Figure 3: Changes in oil rates of production wells after well treatments with AI technology in clastic reservoirs

Figure 4: Change in the logarithm of the rank from the logarithm of the relative average oil production rate for clastic reservoirs after AI treatment

2.3 VWA and VWA + Acid Techniques

The VWA and VWA + acid techniques were applied to 65 wells. Forty-six of the wells were in carbonate reservoirs (Fig. 5a), and 19 of the wells were in clastic sandstone reservoirs (Fig. 5b). The additional oil production in the wells producing oil from carbonate reservoirs amounted to 3646 tons, and the duration of the additional effect was 2097 days. The additional oil production in the wells producing oil from clastic formations amounted to 917 tons, and the duration of the additional effect was 302 days.
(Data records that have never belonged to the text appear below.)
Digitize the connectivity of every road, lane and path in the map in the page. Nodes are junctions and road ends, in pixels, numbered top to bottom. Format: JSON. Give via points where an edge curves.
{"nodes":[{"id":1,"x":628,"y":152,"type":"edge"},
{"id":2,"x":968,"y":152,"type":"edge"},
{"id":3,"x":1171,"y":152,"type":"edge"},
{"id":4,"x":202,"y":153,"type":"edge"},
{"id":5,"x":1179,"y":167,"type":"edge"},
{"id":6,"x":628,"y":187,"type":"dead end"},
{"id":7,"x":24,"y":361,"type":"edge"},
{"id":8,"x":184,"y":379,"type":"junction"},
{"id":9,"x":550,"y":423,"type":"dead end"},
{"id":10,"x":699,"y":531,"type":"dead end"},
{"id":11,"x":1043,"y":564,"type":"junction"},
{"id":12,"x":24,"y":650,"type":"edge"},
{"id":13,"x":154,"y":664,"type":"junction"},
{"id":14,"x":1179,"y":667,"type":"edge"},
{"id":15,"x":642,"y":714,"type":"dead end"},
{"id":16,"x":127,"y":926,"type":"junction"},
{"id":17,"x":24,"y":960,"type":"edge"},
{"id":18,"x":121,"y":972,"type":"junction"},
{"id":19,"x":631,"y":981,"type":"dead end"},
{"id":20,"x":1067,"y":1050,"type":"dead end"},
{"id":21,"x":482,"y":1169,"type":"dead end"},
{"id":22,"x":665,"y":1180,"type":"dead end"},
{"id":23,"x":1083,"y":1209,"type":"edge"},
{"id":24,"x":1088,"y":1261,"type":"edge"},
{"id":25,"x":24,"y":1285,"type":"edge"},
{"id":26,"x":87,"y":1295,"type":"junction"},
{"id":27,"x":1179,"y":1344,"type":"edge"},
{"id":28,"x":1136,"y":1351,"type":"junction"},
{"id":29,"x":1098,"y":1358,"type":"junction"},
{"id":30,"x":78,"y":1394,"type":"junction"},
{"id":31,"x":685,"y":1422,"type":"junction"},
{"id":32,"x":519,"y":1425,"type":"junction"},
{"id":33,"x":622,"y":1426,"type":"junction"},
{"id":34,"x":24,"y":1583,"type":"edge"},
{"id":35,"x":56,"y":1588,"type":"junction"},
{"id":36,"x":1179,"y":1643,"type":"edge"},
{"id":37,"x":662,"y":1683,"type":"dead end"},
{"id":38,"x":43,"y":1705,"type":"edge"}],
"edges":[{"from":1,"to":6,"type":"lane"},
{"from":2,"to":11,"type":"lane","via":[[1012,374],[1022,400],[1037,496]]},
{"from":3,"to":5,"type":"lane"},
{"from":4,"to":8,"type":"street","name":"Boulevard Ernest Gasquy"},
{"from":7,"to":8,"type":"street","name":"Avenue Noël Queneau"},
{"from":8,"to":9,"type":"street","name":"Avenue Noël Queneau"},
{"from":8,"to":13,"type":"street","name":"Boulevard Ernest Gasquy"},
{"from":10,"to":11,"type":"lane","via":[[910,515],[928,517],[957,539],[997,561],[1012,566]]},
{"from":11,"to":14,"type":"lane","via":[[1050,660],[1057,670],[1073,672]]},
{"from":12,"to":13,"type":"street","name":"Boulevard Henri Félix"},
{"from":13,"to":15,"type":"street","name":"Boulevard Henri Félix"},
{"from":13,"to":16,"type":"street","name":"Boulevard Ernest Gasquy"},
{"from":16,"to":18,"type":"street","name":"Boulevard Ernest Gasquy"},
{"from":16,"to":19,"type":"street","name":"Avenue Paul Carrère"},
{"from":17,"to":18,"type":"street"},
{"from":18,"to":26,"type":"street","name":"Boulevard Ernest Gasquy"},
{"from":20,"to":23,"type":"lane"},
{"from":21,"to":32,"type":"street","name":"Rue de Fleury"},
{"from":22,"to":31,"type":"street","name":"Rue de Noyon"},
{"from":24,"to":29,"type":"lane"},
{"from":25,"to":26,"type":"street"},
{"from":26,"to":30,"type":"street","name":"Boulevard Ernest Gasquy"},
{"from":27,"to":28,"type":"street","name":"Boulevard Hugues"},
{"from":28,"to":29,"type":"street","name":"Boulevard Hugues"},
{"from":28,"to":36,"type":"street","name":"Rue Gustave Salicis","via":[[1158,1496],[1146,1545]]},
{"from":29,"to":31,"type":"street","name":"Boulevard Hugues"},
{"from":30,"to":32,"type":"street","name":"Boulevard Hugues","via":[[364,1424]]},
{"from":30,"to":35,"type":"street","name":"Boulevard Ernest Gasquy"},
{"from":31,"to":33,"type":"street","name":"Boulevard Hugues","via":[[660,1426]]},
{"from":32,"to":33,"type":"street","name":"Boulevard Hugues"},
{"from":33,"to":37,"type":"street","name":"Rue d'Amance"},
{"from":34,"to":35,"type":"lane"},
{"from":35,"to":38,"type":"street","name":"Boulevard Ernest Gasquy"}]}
The results of the application of VWA and VWA + acid techniques indicate that they both have a greater efficiency when applied to carbonate rocks. The values of ln(R) and ln(ω) are linearly dependent on the lithology of the target reservoir in the well when using VWA (Fig. 6).

Figure 5: Changes in oil rates of production wells after well treatments with VWA and VWA+acid technology: (a) in carbonate reservoirs; (b) in clastic reservoirs

Figure 6: Logarithm rank dependence on the relative average oil rate for carbonate reservoirs after VWA treatment

The average slopes in Eq. (1) for the DWA treatment are the largest compared to the AI and VVA techniques. The amplitudes and frequencies of the pressure changes of the techniques differ. The change in the average slope in Eq. (1) for the average frequency of the elastic wave action was studied. For the considered frequency interval, an equation for the preliminary slope after wave action was developed:

γ=1.61ln(ω)−0.418. (2)

The changes in the duration of the effect of the technique and the relative increase in the well production rate have similar characteristics. As the logarithm of the impact frequency increases, the duration of the effect of the technique decreases, and the relative increase in the well production also decreases. Based on the constant parameter γ , it is possible to perform a preliminary analysis of the effectiveness of the wave action techniques for an oil well and to choose the best technique.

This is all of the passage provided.